Y por último. “Mis detractores manejan otras cifras, procedentes de organismos oficiales o de onegés (sic) de dudosa credibilidad”, apunta Dragó. De su análisis se desprende que existen datos al gusto del consumidor; que cada cual elige los que le gustan; y que él, por supuesto, no va a ser menos. Triste escenario. Si no hay hechos, todas las versiones dispondrán de similar validez, y el rigor pasará a ubicarse en idéntica posición que la superchería. Por tanto, el testimonio de los terraplanistas o de los antivacunas gozaría de idéntica valía que la demostración científica que corrobora lo contrario.
La perversa lógica de los “hechos alternativos”, delirio que popularizó la actual presidencia estadounidense desde sus primeros compases, afianza su influjo. Los Trump de este mundo (hay bastantes a unos lados y otros del espectro ideológico) se sentirán satisfechos por la desenvoltura con la que han cuajado sus prácticas.

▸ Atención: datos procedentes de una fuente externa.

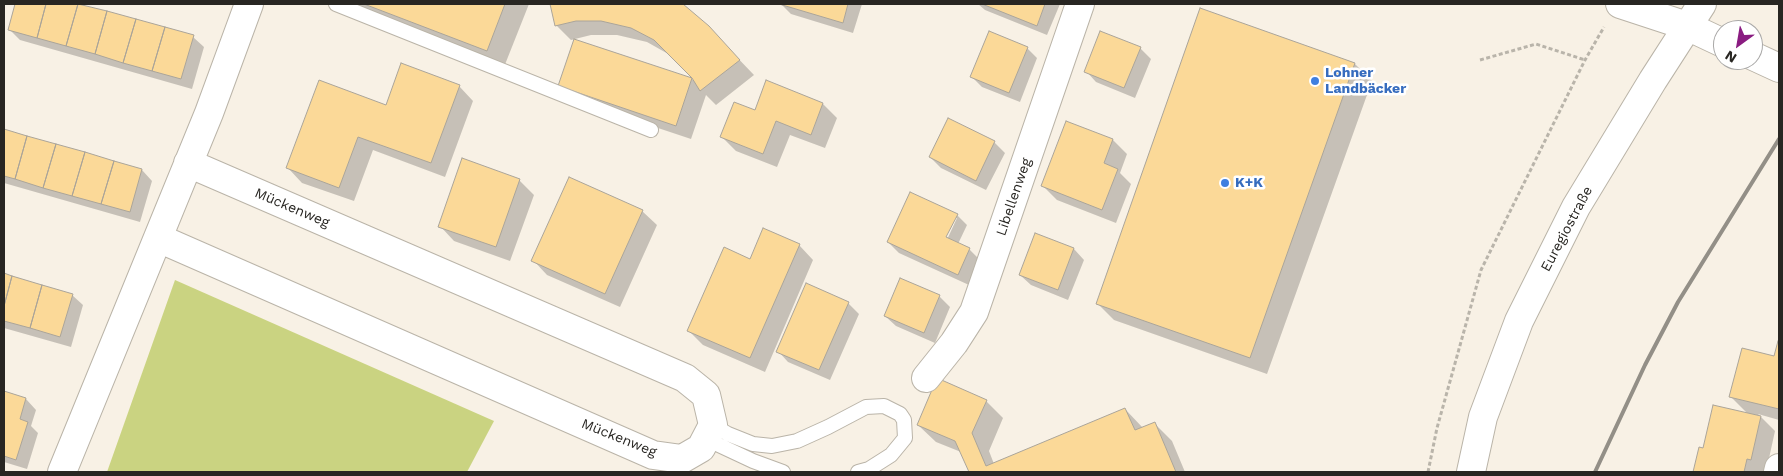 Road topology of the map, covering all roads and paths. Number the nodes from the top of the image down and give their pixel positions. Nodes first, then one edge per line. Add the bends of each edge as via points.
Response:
1 (249, 4) edge
2 (336, 4) edge
3 (1080, 4) edge
4 (1702, 4) edge
5 (1614, 12) edge
6 (1687, 26) junction
7 (1713, 38) edge
8 (1480, 60) dead end
9 (1585, 60) junction
10 (1763, 61) edge
11 (1779, 68) edge
12 (651, 130) dead end
13 (188, 163) junction
14 (158, 238) junction
15 (926, 378) dead end
16 (709, 432) junction
17 (1779, 468) edge
18 (62, 472) edge
19 (783, 472) edge
20 (858, 472) edge
21 (1428, 472) edge
22 (1471, 472) edge
23 (1778, 472) edge

1 - 13 street
2 - 12 lane
3 - 15 street, Libellenweg via 974,312
4 - 6 street, Euregiostraße
5 - 6 street
5 - 9 path
6 - 7 street
6 - 22 street, Euregiostraße via 1576,207 1519,321 1483,417
8 - 9 path via 1536,44
9 - 21 path via 1481,270
10 - 11 street
13 - 14 street
13 - 16 street, Mückenweg via 685,378 706,395
14 - 16 street, Mückenweg via 653,454 682,459 702,448
14 - 18 street
16 - 19 lane via 753,462
16 - 20 lane via 772,446 797,441 866,407 884,406 900,414 904,420 905,438 891,455
17 - 23 street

La polarización se abre paso a golpe de dislate. Y si nos ocupa la desinformación, y si nos preocupa el deterioro democrático e institucional que ésta conlleva, quizá podamos coincidir en que no todos los comments resultan free: ni en su acepción de libres ni en su acepción de gratuitos. El desbarre fáctico siempre pasa factura. El desatino político-comunicativo siempre acarrea coste. Un alto precio que, en términos cívicos y éticos, siempre se acaba pagando.